Information provided –
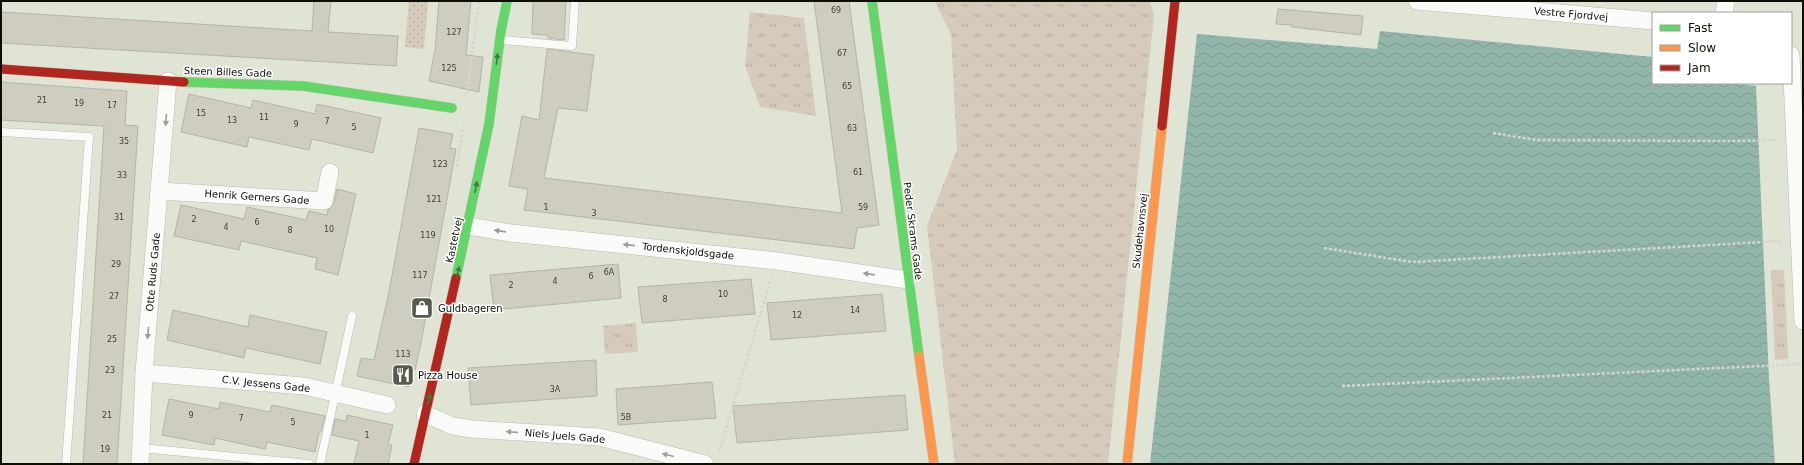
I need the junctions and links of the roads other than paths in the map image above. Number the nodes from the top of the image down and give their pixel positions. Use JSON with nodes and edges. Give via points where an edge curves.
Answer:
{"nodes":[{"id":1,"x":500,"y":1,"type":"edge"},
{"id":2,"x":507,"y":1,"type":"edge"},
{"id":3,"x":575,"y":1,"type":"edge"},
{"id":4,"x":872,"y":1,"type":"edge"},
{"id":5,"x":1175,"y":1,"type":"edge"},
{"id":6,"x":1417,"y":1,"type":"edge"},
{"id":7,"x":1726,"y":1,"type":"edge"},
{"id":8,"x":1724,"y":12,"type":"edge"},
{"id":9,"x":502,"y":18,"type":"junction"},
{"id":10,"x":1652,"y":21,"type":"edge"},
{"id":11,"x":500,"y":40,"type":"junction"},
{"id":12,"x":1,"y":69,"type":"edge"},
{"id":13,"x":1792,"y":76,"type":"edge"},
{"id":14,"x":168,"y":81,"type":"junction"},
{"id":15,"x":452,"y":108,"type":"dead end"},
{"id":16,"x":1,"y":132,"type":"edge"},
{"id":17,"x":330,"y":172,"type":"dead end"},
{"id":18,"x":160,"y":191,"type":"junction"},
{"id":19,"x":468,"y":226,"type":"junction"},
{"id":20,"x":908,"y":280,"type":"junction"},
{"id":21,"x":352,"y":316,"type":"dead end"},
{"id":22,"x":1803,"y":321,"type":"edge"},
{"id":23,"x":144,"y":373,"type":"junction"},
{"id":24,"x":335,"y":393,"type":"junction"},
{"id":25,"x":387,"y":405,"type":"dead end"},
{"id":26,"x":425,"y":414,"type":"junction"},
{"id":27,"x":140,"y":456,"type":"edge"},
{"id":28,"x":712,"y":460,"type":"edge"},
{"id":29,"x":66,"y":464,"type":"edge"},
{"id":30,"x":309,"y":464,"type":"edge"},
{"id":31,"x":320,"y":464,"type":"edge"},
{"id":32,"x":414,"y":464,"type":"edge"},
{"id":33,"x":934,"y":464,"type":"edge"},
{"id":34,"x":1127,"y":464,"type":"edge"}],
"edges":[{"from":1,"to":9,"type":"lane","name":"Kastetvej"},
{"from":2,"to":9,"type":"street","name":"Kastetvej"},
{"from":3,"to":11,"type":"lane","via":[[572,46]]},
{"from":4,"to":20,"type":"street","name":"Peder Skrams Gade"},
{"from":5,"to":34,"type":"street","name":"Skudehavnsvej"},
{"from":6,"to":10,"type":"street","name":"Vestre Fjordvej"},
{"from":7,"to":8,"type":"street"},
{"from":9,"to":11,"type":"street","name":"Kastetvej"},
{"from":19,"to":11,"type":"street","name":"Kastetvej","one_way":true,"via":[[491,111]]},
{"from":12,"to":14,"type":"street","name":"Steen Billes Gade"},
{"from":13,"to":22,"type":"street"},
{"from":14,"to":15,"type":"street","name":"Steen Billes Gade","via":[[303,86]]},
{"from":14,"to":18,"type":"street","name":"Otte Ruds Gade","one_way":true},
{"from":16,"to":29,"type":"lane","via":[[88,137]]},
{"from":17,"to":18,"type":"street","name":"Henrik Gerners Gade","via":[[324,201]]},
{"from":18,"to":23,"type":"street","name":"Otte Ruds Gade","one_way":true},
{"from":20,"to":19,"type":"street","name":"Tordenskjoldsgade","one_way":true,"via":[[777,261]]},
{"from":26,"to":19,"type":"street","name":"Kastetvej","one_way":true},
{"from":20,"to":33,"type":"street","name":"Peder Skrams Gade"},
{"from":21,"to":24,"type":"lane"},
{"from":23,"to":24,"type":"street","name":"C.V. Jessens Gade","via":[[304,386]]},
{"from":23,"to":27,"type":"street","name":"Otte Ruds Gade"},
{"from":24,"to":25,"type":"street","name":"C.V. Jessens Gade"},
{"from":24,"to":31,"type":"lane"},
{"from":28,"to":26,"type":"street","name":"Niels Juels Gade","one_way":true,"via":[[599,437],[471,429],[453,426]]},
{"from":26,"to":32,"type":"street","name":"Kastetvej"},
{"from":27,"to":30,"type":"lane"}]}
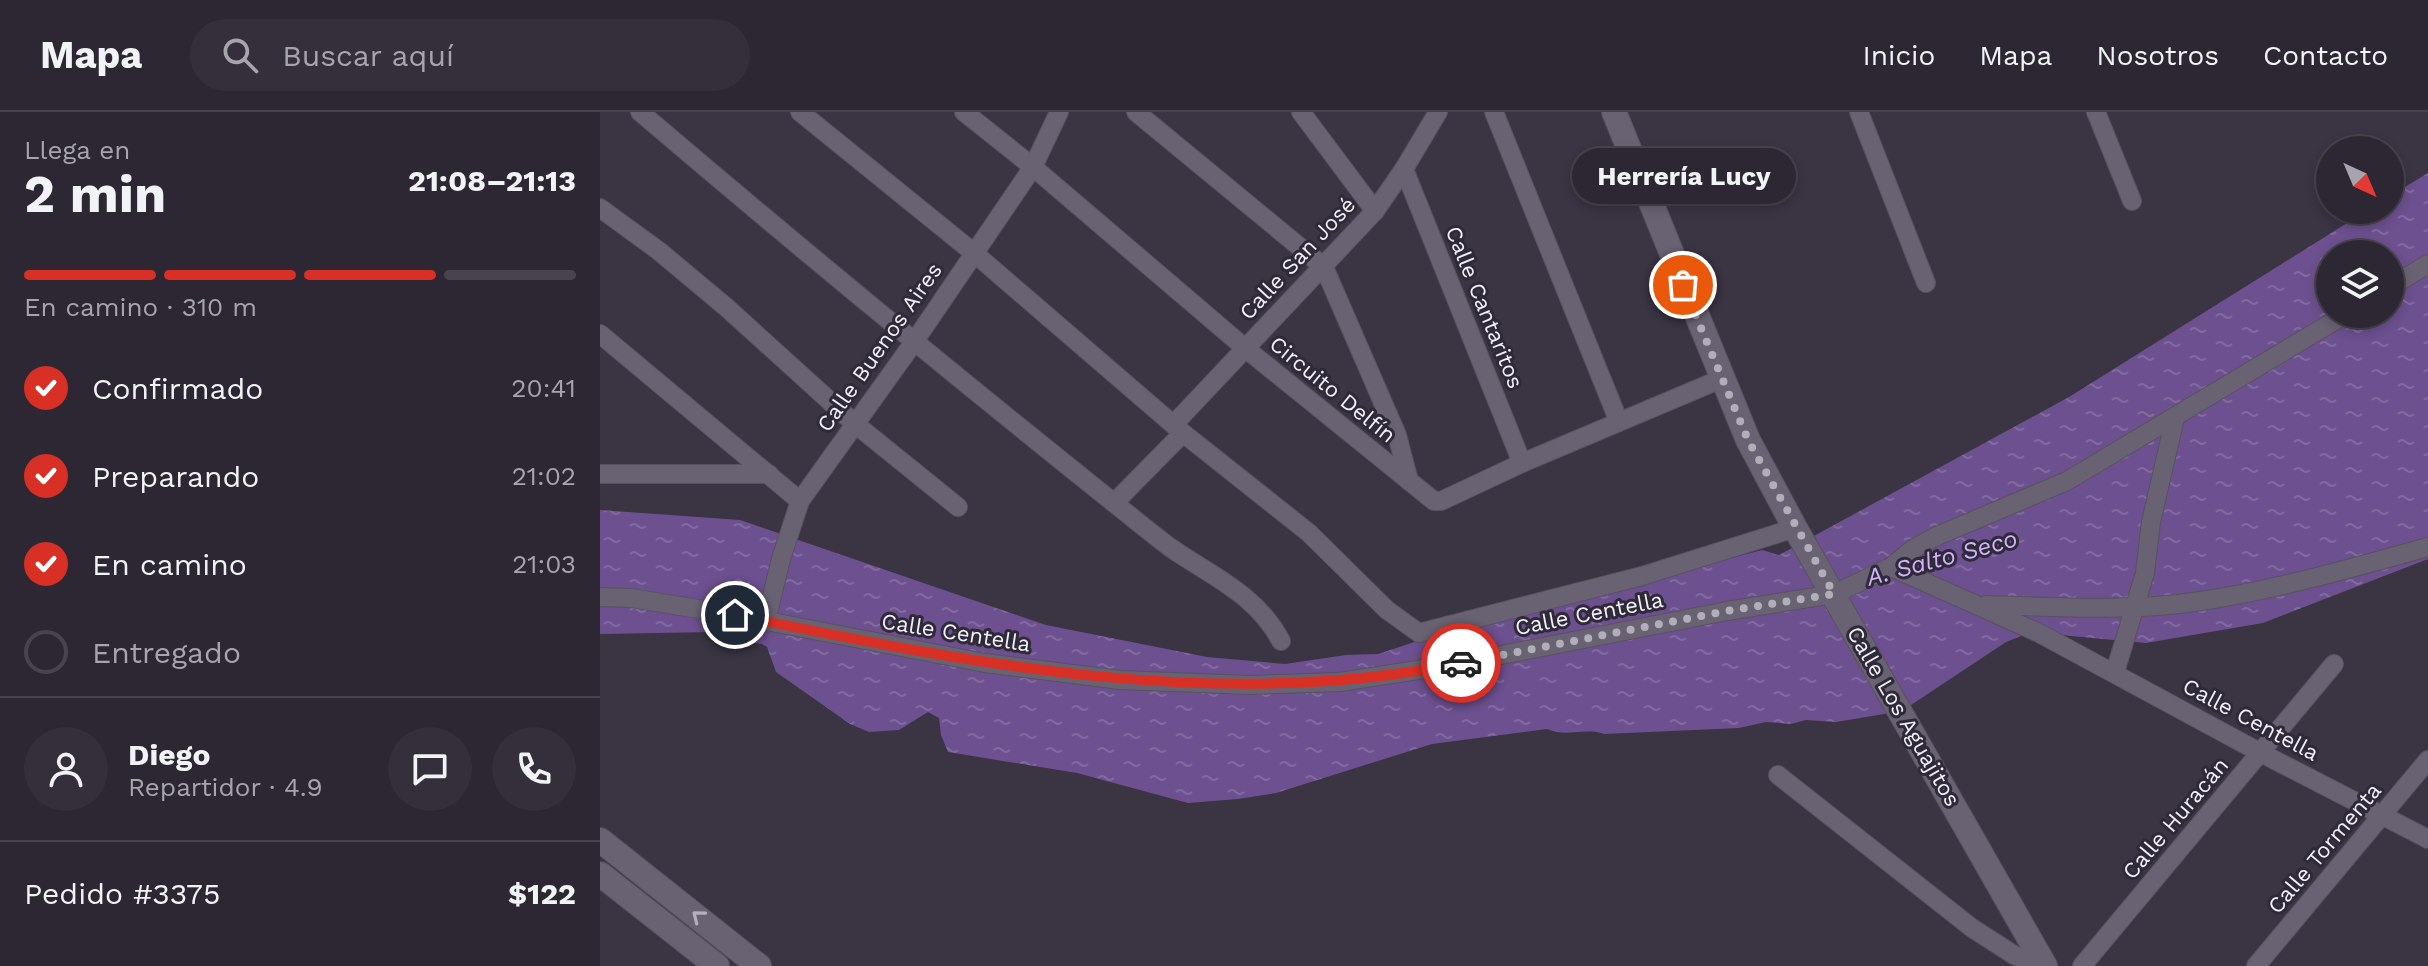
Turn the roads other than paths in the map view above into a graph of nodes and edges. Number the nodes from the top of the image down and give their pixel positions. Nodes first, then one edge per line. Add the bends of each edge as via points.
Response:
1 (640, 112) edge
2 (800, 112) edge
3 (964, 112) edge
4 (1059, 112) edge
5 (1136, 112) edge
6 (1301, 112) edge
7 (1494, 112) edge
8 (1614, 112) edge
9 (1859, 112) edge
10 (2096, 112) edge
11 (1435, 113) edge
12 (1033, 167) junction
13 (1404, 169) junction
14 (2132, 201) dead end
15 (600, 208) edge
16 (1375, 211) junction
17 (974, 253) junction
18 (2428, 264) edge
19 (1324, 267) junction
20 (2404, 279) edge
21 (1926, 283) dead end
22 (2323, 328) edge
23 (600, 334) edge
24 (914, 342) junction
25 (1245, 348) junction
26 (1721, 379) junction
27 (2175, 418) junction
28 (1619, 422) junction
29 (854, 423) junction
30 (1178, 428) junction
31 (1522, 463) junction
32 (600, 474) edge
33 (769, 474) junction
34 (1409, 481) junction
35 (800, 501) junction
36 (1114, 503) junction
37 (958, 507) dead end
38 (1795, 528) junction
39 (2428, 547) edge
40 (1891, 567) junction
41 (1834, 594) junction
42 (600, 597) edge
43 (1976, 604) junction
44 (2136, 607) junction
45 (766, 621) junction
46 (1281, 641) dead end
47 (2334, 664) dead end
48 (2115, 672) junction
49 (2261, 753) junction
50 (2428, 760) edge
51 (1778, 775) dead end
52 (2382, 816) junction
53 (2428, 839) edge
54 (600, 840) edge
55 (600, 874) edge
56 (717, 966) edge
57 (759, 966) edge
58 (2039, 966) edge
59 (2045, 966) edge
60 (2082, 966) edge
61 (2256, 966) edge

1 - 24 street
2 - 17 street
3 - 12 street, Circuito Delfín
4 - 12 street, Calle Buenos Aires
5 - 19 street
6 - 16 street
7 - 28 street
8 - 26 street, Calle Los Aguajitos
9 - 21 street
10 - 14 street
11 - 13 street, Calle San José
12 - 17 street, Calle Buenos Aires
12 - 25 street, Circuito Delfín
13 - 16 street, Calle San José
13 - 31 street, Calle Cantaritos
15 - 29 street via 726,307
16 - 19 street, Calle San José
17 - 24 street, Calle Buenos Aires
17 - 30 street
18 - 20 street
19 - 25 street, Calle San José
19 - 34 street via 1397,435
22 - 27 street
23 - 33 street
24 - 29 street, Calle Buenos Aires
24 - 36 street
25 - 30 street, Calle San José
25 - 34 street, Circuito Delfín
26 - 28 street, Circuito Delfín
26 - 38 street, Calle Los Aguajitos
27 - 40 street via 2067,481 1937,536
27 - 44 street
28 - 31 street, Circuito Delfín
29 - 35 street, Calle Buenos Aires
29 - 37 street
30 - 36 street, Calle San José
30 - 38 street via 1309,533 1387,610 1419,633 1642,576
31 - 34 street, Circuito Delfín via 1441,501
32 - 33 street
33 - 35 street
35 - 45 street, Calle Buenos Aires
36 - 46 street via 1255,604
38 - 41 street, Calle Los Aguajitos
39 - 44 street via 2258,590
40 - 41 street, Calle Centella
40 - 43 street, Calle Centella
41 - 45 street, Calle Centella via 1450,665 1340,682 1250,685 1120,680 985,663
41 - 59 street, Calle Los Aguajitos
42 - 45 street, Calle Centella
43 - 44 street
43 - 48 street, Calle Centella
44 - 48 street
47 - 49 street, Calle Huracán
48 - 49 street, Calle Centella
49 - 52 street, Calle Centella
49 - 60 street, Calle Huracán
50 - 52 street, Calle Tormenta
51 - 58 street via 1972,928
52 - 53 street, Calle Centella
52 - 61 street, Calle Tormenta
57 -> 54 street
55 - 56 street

Requirement –
Show every line of the listing containing the string "Peder" by copying it.

Exercise output –
{"from":4,"to":20,"type":"street","name":"Peder Skrams Gade"},
{"from":20,"to":33,"type":"street","name":"Peder Skrams Gade"},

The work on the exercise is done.